A High Level Overview Of Build Process In C

How does `gcc main.c -o main` works? That's what we are going to explore here.

This article explores the C build process which is abstracted by the GNU C Compiler (or gcc) in one line, which is gcc main.c -o main.

This is a simple C program ~

hello.c
#include <stdio.h>
​
int main(){
  printf("Hello, World!\n");
  return 0;
}

which we can compile using GNU C Compiler or gcc with the following command

$ gcc hello.c -o hello_executable
$ ./hello_executable
​
Hello, World!

This simple process involves a lot of complexity, which is hidden under 4 layers of abstractions. The first thing we need to do is to remove this abstraction and understand what happens under the hood.

A source code becomes an executable file after following these 4 steps -

  1. Preprocessing

  2. Compilation

  3. Assembling

  4. Linking

Lets dive into each.

Preprocessing

Every C code at least includes this one line, #include <stdio.h>, where #include is a preprocessing directive.

These directives are needed to be processed (or extended) before we can move any further.

This preprocessing is carried out using gcc -E hello.c -o hello.i.

The file obtained here is an intermediate file with .i extension, which is a raw-c file with all the preprocessing directives resolved into actual references.

Note: If you look at hello.i and stdio.h simultaneously, you will find that it is not exactly copied. It is because the header file itself has got various macros. And the extension is based on those macros.

Compilation

The intermediate C code is compiled into assembly instructions, which is the closest we can get to CPU yet retaining some readability.

The flavor of assembly (Intel or AT&T) depends upon the assembler program used to compile the source code. For example,

  • If GNU Assembler (oras) is used, it generates AT&T assembly by default. Although it can be configured to generate Intel assembly as well. Same is followed by gcc.

  • If netwide assembler (ornasm) is used, it generates Intel assembly.

The architecture specific things (x86 and x86_64) are taken care by the assembler itself.

To compile intermediate C code into assembly code, we can run the following command:

gcc -S masm=intel hello.i -o hello.s

Assembling

The assembly code undergoes a transformation process, which lay down a foundation for linking to work. Various steps are taken in this process. Some of them include:

  • Lexing and parsing of assembly source.

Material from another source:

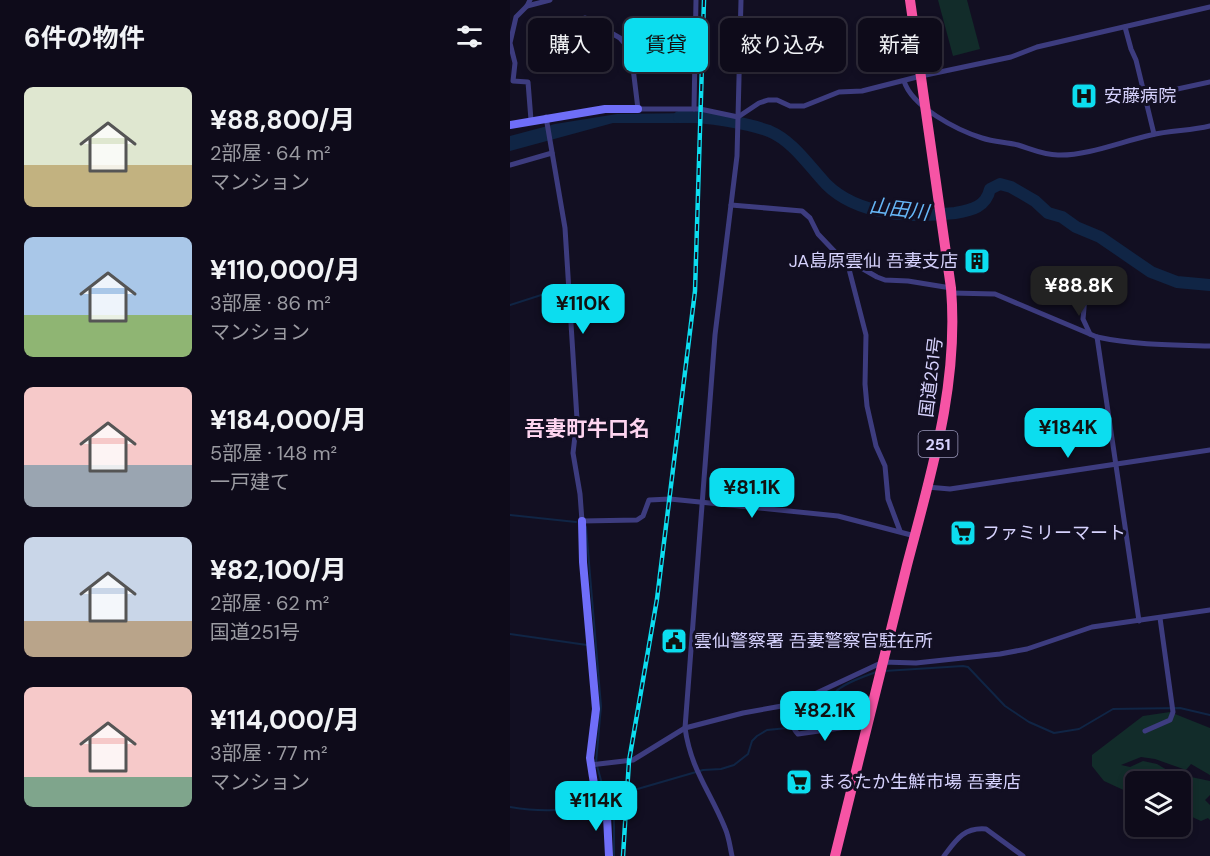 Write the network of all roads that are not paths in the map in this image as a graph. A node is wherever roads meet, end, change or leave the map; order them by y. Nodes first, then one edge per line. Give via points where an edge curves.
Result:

  • Instructions are encoded into machine code.

  • Sections are created.

  • Labels within the file are resolved.

  • Symbol table is generated.

  • Relocation entries are created for unresolved foreign references.

  • ELF headers are constructed.

The object code can be obtained as:

gcc -c hello.s -o hello.o
# OR
as hello.s -o hello.o

The file obtained in this step is an object file with .o extension.

Object files are strict in their structure. They follow a format known as Executable and Linkable File Format, popularly known as ELF.

But this object file is not an executable yet. It needs to be linked.

Linking

To give an object code execution power, we need to link it with specific libraries.

gcc hello.o -o hello_elf

In the above program, we are using a function called printf for printing Hello, World! to the output.

  • Where is that function coming from? The header file!

  • Where is the header file coming from? glibc!

  • Where is glibc? Somewhere in the OS!

An object code has unresolved references to various library functions. Until these are resolved, how can you execute a file?

Linking can be static or dynamic. Both have their use cases.

Dynamic linking is the preferred linking mechanism by a compiler. But it can be used to statically link as well.

Now we are ready to execute our binary.

$ ./hello_elf

Hello, World!

Last updated